Stored data entries
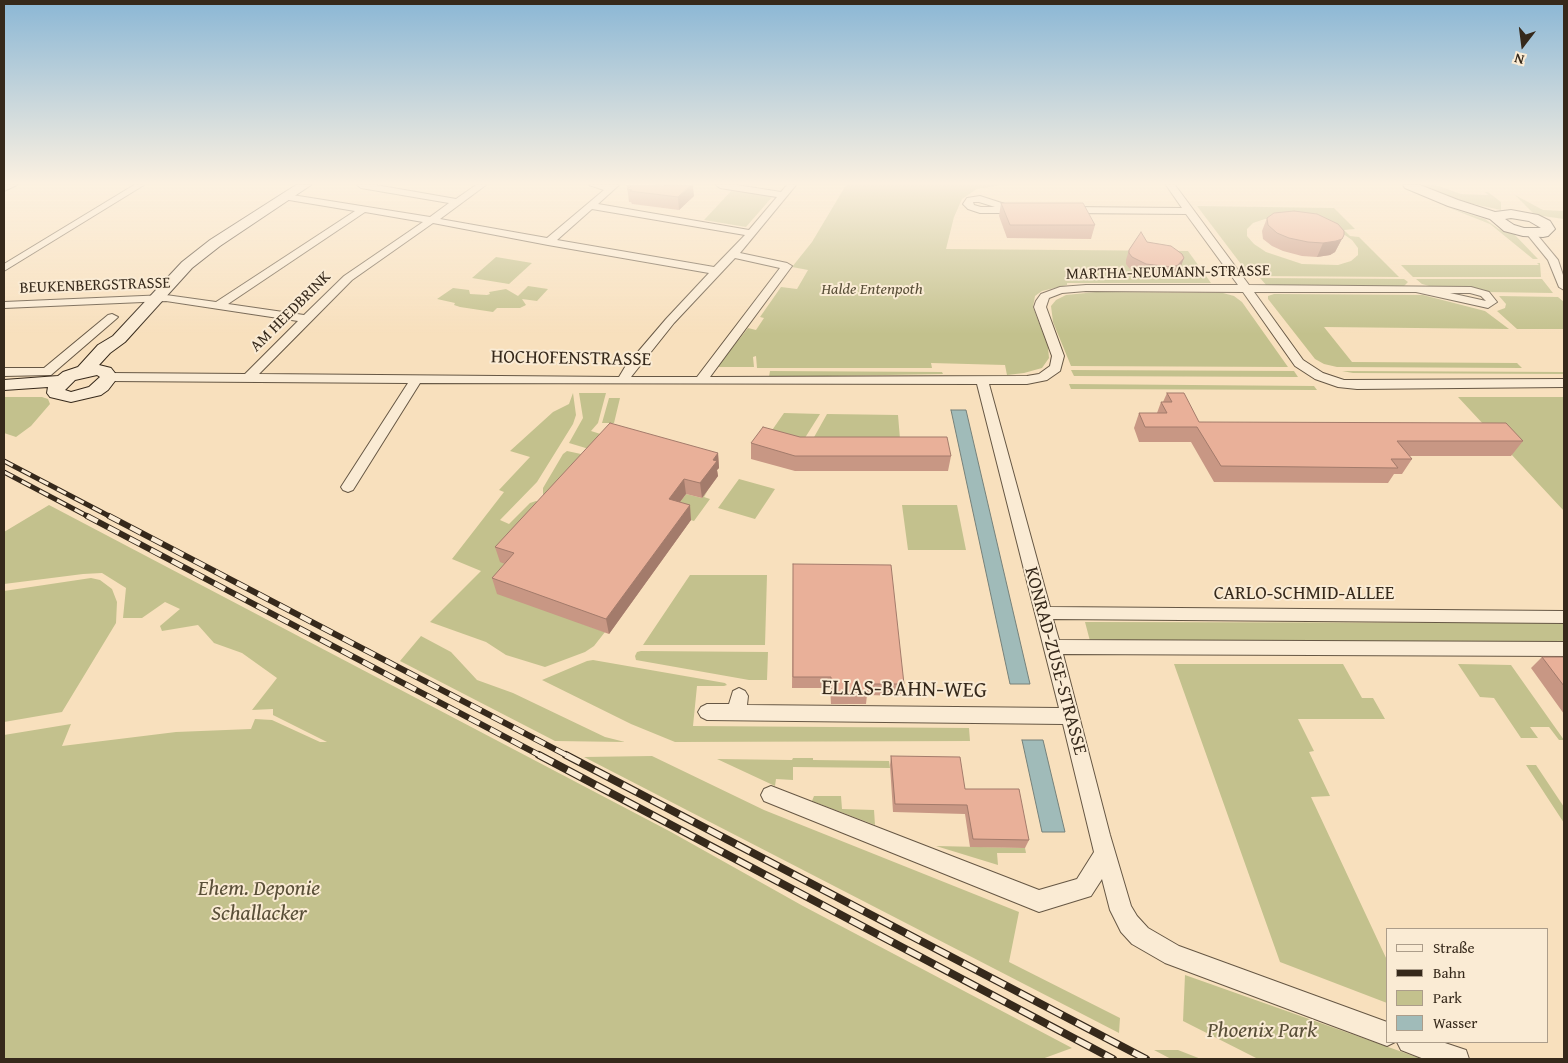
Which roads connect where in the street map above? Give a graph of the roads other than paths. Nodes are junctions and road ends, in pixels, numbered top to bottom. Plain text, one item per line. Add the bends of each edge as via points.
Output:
1 (59, 235) edge
2 (228, 235) edge
3 (325, 235) edge
4 (410, 235) edge
5 (509, 235) edge
6 (557, 235) edge
7 (751, 235) edge
8 (1206, 235) edge
9 (1532, 235) edge
10 (548, 242) junction
11 (732, 255) junction
12 (4, 268) edge
13 (716, 271) junction
14 (1564, 287) edge
15 (1246, 288) junction
16 (1416, 289) junction
17 (156, 298) junction
18 (220, 304) junction
19 (4, 305) edge
20 (112, 316) dead end
21 (306, 319) junction
22 (4, 372) edge
23 (98, 376) junction
24 (248, 378) junction
25 (417, 378) junction
26 (982, 380) junction
27 (624, 381) junction
28 (701, 381) junction
29 (1564, 384) edge
30 (4, 386) edge
31 (348, 487) dead end
32 (1043, 613) junction
33 (1564, 617) edge
34 (1053, 647) junction
35 (1564, 649) edge
36 (707, 712) dead end
37 (1070, 716) junction
38 (771, 795) dead end
39 (1106, 853) junction
40 (1386, 1034) edge
41 (1412, 1043) edge
42 (1457, 1059) edge

1 - 12 street
2 - 17 main road via 187,265
3 - 18 street
4 - 21 street, AM HEEDBRINK via 348,278
5 - 10 street
6 - 10 street
7 - 11 street
8 - 15 street
9 - 14 street via 1553,260
10 - 13 street
11 - 13 street
11 - 28 street via 787,266
13 - 27 street via 664,328 629,370
15 - 16 street, MARTHA-NEUMANN-STRASSE
15 - 26 street, MARTHA-NEUMANN-STRASSE via 1060,290 1045,296 1040,307 1058,356 1056,368 1043,377 1028,380
15 - 29 street via 1299,363 1342,384
16 - 16 street, MARTHA-NEUMANN-STRASSE via 1477,304 1492,302 1485,294 1471,290
17 - 18 street, BEUKENBERGSTRASSE
17 - 19 street, BEUKENBERGSTRASSE
17 - 23 main road via 119,339
18 - 21 street, BEUKENBERGSTRASSE
20 - 22 street via 47,372
21 - 24 street, AM HEEDBRINK
23 - 24 street, HOCHOFENSTRASSE
23 - 30 main road via 87,394 70,397 59,395 58,385
24 - 25 street, HOCHOFENSTRASSE
25 - 27 street, HOCHOFENSTRASSE
25 - 31 street
26 - 28 street, HOCHOFENSTRASSE
26 - 32 street, KONRAD-ZUSE-STRASSE
27 - 28 street, HOCHOFENSTRASSE
32 - 33 street, CARLO-SCHMID-ALLEE
32 - 34 street, KONRAD-ZUSE-STRASSE
34 - 35 street
34 - 37 street, KONRAD-ZUSE-STRASSE
36 - 37 street, ELIAS-BAHN-WEG via 739,704
37 - 39 street, KONRAD-ZUSE-STRASSE
38 - 39 street via 1039,901 1083,888
39 - 40 street, KONRAD-ZUSE-STRASSE via 1121,910 1128,924 1140,936 1173,955
41 - 42 street

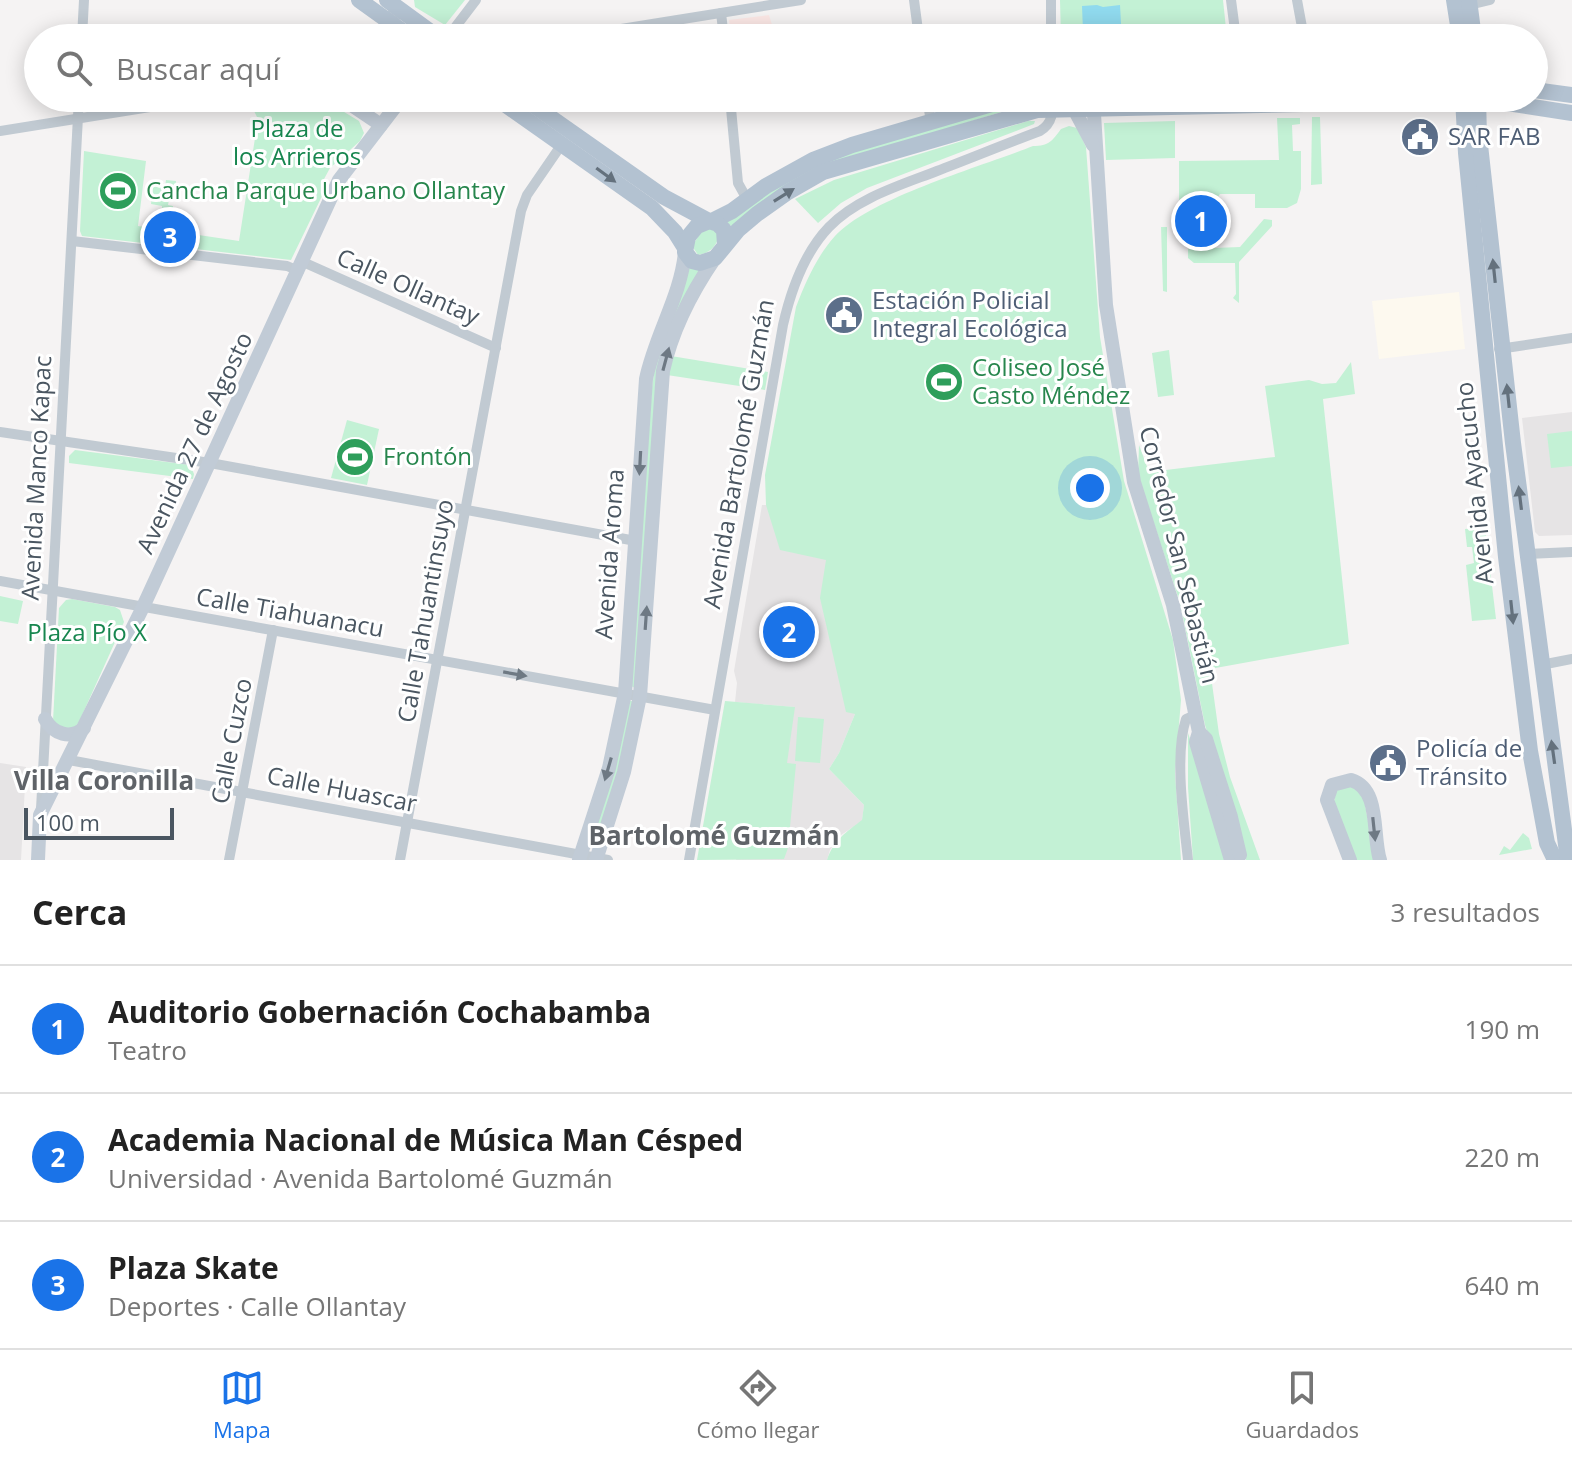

**Task to complete:**
Consider the string "MARTHA". State how many lines of the data contain it, giving the number alone.

**Output below:**
3